▸ **ACTIVITY**: Every line of the records below that has the word "Chatsworth" should be copied.

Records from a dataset
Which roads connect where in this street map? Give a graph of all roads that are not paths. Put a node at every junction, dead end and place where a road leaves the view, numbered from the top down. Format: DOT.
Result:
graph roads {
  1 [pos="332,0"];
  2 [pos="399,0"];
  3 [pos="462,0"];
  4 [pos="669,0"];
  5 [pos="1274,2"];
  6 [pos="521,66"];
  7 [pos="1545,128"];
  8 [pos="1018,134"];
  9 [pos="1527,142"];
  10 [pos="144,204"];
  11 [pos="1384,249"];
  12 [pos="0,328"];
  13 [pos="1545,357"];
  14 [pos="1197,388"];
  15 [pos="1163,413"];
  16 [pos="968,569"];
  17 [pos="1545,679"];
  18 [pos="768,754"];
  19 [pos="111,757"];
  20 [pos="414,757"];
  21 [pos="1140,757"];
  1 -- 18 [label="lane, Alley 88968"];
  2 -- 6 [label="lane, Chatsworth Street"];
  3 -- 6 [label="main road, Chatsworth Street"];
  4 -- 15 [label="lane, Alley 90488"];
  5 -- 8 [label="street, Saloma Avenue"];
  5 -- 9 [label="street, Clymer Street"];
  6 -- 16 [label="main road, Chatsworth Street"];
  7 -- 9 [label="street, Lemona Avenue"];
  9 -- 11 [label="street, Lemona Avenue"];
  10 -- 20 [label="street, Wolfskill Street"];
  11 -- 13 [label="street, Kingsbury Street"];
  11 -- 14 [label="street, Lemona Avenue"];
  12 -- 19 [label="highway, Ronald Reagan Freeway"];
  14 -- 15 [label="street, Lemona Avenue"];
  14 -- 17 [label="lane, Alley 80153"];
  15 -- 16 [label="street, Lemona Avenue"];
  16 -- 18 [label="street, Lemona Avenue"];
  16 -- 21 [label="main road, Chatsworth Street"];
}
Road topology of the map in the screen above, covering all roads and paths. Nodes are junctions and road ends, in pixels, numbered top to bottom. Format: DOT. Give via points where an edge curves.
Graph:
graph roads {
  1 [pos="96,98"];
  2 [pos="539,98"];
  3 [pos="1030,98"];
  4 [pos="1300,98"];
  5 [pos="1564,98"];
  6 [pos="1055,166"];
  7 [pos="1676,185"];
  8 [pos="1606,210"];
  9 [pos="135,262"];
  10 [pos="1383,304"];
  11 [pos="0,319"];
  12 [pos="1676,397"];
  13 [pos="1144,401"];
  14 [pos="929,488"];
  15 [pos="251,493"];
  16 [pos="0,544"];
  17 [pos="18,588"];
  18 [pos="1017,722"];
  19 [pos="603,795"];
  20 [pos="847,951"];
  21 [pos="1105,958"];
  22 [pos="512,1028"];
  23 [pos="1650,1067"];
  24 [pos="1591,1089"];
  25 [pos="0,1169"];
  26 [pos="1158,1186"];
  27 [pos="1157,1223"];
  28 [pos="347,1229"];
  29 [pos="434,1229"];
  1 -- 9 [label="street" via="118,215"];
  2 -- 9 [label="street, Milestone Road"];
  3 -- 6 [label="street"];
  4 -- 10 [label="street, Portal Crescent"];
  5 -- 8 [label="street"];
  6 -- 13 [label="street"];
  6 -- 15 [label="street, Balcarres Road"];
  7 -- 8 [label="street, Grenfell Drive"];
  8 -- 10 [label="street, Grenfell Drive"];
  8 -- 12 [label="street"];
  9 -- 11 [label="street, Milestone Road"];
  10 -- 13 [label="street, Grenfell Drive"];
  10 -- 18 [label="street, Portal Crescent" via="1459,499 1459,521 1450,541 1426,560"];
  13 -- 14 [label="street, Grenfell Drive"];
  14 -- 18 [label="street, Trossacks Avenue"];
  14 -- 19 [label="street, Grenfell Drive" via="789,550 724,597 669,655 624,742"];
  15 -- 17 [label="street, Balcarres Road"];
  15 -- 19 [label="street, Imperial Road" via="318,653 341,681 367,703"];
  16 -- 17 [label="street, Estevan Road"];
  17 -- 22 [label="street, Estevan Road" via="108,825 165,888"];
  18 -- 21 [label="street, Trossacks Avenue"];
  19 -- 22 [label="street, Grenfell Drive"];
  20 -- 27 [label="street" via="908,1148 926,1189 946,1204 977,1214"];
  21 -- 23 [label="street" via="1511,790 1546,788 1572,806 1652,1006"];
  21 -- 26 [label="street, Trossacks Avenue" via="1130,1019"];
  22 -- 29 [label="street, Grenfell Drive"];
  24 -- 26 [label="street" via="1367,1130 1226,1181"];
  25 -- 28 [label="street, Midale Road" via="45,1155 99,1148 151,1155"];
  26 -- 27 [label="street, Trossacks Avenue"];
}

▸ **RESULT OF THE TASK**:
  2 -- 6 [label="lane, Chatsworth Street"];
  3 -- 6 [label="main road, Chatsworth Street"];
  6 -- 16 [label="main road, Chatsworth Street"];
  16 -- 21 [label="main road, Chatsworth Street"];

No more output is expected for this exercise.